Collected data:
════════════════

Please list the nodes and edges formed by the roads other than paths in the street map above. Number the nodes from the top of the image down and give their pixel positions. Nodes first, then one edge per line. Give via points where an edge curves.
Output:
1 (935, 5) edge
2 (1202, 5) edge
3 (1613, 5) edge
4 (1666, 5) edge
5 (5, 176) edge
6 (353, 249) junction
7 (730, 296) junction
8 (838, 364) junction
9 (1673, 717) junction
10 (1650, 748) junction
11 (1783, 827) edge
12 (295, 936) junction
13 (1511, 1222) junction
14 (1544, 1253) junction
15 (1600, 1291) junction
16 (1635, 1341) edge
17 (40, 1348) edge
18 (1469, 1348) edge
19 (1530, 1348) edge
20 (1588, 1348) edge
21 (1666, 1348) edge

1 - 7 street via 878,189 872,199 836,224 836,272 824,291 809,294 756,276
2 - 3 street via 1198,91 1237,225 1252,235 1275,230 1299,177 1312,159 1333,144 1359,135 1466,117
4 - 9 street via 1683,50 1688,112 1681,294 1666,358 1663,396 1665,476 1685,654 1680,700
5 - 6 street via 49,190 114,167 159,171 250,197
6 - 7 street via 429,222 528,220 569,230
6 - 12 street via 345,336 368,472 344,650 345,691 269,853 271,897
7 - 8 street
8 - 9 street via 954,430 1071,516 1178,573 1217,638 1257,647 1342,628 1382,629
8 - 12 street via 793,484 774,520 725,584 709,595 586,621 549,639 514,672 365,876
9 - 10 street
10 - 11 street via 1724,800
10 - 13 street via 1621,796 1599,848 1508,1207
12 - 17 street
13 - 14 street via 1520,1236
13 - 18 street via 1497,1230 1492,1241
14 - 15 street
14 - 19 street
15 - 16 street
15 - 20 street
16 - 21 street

════════════════

Try it: The response should consist of every record, written out exactly as given.

Exercise output:
Please list the nodes and edges formed by the roads other than paths in the street map above. Number the nodes from the top of the image down and give their pixel positions. Nodes first, then one edge per line. Give via points where an edge curves.
Output:
1 (935, 5) edge
2 (1202, 5) edge
3 (1613, 5) edge
4 (1666, 5) edge
5 (5, 176) edge
6 (353, 249) junction
7 (730, 296) junction
8 (838, 364) junction
9 (1673, 717) junction
10 (1650, 748) junction
11 (1783, 827) edge
12 (295, 936) junction
13 (1511, 1222) junction
14 (1544, 1253) junction
15 (1600, 1291) junction
16 (1635, 1341) edge
17 (40, 1348) edge
18 (1469, 1348) edge
19 (1530, 1348) edge
20 (1588, 1348) edge
21 (1666, 1348) edge

1 - 7 street via 878,189 872,199 836,224 836,272 824,291 809,294 756,276
2 - 3 street via 1198,91 1237,225 1252,235 1275,230 1299,177 1312,159 1333,144 1359,135 1466,117
4 - 9 street via 1683,50 1688,112 1681,294 1666,358 1663,396 1665,476 1685,654 1680,700
5 - 6 street via 49,190 114,167 159,171 250,197
6 - 7 street via 429,222 528,220 569,230
6 - 12 street via 345,336 368,472 344,650 345,691 269,853 271,897
7 - 8 street
8 - 9 street via 954,430 1071,516 1178,573 1217,638 1257,647 1342,628 1382,629
8 - 12 street via 793,484 774,520 725,584 709,595 586,621 549,639 514,672 365,876
9 - 10 street
10 - 11 street via 1724,800
10 - 13 street via 1621,796 1599,848 1508,1207
12 - 17 street
13 - 14 street via 1520,1236
13 - 18 street via 1497,1230 1492,1241
14 - 15 street
14 - 19 street
15 - 16 street
15 - 20 street
16 - 21 street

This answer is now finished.